%%
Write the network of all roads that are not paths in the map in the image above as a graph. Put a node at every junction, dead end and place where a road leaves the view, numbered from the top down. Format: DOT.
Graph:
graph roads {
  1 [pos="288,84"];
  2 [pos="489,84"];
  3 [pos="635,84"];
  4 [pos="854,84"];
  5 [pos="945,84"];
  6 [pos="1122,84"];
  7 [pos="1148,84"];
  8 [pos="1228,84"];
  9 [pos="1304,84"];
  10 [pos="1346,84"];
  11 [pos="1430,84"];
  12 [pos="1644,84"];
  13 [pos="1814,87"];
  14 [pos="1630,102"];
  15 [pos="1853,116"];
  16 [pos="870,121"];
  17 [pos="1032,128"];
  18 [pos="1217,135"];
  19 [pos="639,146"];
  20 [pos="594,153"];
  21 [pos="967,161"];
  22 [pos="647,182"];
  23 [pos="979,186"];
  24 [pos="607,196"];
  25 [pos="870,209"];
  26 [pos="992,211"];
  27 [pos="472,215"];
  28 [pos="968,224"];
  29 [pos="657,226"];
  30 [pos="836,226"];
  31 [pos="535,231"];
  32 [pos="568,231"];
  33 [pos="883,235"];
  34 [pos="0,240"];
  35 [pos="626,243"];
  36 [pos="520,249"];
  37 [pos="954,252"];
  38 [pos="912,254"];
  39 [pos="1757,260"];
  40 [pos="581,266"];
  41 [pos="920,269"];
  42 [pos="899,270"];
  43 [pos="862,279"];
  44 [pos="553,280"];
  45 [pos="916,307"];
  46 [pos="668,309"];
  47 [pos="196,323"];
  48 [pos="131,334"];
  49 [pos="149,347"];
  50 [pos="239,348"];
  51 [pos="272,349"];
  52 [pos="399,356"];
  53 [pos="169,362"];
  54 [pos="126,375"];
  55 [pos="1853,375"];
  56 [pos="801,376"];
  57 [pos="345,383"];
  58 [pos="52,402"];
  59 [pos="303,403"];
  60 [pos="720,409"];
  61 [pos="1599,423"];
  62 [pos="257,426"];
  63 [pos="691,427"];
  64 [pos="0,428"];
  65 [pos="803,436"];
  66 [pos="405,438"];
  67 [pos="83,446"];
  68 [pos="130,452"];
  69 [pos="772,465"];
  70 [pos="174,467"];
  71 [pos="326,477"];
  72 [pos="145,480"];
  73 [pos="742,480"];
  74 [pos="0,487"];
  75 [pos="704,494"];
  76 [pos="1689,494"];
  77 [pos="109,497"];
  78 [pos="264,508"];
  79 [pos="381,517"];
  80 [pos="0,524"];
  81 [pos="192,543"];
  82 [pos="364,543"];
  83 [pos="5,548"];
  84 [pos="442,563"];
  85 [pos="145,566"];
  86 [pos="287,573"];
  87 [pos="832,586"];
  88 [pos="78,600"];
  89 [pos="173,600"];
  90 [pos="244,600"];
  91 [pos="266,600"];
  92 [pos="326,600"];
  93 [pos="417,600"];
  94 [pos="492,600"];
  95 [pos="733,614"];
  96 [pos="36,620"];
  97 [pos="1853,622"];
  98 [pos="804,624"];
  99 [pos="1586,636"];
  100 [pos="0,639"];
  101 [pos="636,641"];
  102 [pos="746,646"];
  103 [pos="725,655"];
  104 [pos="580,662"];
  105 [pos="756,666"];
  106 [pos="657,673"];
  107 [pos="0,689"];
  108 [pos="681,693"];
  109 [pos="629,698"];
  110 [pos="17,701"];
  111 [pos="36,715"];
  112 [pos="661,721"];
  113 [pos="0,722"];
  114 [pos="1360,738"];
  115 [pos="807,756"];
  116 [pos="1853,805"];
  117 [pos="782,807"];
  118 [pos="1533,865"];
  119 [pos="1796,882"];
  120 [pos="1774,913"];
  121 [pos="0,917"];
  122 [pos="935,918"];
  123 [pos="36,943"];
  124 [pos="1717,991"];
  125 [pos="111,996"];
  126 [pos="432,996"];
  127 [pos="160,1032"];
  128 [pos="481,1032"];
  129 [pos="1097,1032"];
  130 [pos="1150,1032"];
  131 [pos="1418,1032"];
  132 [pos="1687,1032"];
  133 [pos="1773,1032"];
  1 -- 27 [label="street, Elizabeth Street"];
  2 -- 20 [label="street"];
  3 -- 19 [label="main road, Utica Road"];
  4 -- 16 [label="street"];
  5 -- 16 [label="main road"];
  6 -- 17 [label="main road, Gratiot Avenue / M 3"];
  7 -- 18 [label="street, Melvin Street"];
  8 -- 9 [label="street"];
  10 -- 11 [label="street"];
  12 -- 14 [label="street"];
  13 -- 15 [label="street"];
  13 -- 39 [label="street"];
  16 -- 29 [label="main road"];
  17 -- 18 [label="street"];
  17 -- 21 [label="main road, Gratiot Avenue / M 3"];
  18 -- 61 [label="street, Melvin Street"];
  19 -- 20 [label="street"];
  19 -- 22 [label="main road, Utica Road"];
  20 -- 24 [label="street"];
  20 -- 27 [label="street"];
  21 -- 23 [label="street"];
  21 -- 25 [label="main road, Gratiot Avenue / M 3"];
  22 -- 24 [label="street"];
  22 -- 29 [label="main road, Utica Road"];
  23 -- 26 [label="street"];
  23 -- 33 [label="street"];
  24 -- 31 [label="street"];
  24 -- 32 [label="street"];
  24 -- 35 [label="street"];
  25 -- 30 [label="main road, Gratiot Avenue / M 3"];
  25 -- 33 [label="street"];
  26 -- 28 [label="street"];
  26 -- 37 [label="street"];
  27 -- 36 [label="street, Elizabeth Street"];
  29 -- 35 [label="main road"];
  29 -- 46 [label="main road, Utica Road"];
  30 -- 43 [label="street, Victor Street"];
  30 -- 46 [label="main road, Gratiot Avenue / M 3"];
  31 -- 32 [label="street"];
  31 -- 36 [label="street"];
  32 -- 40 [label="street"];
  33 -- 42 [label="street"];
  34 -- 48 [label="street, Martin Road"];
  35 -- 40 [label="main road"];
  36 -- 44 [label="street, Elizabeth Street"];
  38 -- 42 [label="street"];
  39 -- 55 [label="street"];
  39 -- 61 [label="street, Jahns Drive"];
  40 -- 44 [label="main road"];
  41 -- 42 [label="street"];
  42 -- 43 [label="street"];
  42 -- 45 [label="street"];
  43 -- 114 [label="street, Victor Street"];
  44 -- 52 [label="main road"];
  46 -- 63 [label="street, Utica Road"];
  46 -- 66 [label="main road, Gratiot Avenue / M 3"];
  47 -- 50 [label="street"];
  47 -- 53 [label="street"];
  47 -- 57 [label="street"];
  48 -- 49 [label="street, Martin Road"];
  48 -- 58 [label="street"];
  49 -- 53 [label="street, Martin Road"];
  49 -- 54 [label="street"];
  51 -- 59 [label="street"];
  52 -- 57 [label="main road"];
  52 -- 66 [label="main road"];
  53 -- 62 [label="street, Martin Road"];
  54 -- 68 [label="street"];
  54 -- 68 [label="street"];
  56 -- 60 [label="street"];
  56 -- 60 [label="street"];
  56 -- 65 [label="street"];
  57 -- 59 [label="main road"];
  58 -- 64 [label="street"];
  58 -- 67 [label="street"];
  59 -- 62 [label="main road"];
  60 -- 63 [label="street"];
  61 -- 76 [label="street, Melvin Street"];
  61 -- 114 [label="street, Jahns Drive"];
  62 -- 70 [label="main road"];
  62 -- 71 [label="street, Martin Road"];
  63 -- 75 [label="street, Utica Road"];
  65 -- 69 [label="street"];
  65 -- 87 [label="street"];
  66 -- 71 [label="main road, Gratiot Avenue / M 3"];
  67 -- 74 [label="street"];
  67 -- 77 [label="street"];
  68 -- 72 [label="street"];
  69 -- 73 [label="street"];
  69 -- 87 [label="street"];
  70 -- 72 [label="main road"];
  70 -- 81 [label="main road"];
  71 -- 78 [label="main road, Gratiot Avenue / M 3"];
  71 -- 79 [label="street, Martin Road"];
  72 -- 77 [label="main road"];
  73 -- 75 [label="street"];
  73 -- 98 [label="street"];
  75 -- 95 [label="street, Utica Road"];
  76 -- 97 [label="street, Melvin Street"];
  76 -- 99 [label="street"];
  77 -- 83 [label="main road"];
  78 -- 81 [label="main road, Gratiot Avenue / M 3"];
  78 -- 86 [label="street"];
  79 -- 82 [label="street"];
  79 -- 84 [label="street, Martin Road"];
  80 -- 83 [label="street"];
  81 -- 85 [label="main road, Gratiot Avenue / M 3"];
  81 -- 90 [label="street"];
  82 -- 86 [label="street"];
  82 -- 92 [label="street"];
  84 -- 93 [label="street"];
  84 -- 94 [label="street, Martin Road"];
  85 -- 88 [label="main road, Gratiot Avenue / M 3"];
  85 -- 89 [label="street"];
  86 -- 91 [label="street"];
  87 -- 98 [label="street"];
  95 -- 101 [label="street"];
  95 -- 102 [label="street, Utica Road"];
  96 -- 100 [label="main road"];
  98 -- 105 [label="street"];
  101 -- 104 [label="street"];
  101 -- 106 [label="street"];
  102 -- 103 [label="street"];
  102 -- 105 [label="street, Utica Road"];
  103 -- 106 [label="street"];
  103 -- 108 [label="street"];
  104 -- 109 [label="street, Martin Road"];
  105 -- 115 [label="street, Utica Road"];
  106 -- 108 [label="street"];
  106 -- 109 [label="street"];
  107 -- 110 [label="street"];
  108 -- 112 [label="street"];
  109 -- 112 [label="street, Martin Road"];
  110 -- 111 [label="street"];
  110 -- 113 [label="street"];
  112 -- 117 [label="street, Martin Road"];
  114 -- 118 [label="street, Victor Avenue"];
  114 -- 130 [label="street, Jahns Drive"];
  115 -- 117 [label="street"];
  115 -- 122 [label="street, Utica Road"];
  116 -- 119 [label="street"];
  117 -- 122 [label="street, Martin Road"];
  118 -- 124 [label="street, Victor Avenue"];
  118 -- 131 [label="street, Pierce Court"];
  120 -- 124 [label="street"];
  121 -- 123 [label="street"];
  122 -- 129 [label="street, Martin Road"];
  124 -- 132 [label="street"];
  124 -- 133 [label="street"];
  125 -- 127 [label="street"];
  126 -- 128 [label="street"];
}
%%
HOW TO COMPLETE THIS TASK: Whenever the string "roads" shows up in a line of the entries, copy that line.

ANSWER TO THIS PROBLEM:
Write the network of all roads that are not paths in the map in the image above as a graph. Put a node at every junction, dead end and place where a road leaves the view, numbered from the top down. Format: DOT.
graph roads {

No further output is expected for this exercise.